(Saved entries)
>>>>>

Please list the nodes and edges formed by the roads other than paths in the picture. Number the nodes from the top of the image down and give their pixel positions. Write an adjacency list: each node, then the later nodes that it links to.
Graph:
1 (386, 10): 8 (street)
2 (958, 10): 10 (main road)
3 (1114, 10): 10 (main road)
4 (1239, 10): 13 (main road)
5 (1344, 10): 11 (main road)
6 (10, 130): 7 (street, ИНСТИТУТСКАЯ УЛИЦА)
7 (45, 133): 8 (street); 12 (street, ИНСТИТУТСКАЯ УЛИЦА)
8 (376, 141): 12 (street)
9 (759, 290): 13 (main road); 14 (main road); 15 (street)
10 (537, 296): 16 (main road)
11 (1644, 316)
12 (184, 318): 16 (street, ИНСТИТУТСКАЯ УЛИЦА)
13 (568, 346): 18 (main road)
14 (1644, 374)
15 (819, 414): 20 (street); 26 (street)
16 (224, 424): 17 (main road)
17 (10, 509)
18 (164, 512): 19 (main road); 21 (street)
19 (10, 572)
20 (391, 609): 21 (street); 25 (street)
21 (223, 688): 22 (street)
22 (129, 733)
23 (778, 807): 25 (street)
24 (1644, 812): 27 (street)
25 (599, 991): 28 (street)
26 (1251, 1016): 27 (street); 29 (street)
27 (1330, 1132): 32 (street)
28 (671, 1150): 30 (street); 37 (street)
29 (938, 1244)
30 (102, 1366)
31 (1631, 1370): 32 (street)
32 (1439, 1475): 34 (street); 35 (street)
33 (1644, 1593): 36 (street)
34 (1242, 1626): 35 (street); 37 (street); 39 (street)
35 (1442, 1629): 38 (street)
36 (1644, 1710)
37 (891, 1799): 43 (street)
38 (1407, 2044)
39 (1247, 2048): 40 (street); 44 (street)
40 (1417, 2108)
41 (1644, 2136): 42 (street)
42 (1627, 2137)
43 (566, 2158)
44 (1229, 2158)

<<<<<

** TASK DESCRIPTION **
Each line above is to be copied exactly as written.

** SOLUTION **
Please list the nodes and edges formed by the roads other than paths in the picture. Number the nodes from the top of the image down and give their pixel positions. Write an adjacency list: each node, then the later nodes that it links to.
Graph:
1 (386, 10): 8 (street)
2 (958, 10): 10 (main road)
3 (1114, 10): 10 (main road)
4 (1239, 10): 13 (main road)
5 (1344, 10): 11 (main road)
6 (10, 130): 7 (street, ИНСТИТУТСКАЯ УЛИЦА)
7 (45, 133): 8 (street); 12 (street, ИНСТИТУТСКАЯ УЛИЦА)
8 (376, 141): 12 (street)
9 (759, 290): 13 (main road); 14 (main road); 15 (street)
10 (537, 296): 16 (main road)
11 (1644, 316)
12 (184, 318): 16 (street, ИНСТИТУТСКАЯ УЛИЦА)
13 (568, 346): 18 (main road)
14 (1644, 374)
15 (819, 414): 20 (street); 26 (street)
16 (224, 424): 17 (main road)
17 (10, 509)
18 (164, 512): 19 (main road); 21 (street)
19 (10, 572)
20 (391, 609): 21 (street); 25 (street)
21 (223, 688): 22 (street)
22 (129, 733)
23 (778, 807): 25 (street)
24 (1644, 812): 27 (street)
25 (599, 991): 28 (street)
26 (1251, 1016): 27 (street); 29 (street)
27 (1330, 1132): 32 (street)
28 (671, 1150): 30 (street); 37 (street)
29 (938, 1244)
30 (102, 1366)
31 (1631, 1370): 32 (street)
32 (1439, 1475): 34 (street); 35 (street)
33 (1644, 1593): 36 (street)
34 (1242, 1626): 35 (street); 37 (street); 39 (street)
35 (1442, 1629): 38 (street)
36 (1644, 1710)
37 (891, 1799): 43 (street)
38 (1407, 2044)
39 (1247, 2048): 40 (street); 44 (street)
40 (1417, 2108)
41 (1644, 2136): 42 (street)
42 (1627, 2137)
43 (566, 2158)
44 (1229, 2158)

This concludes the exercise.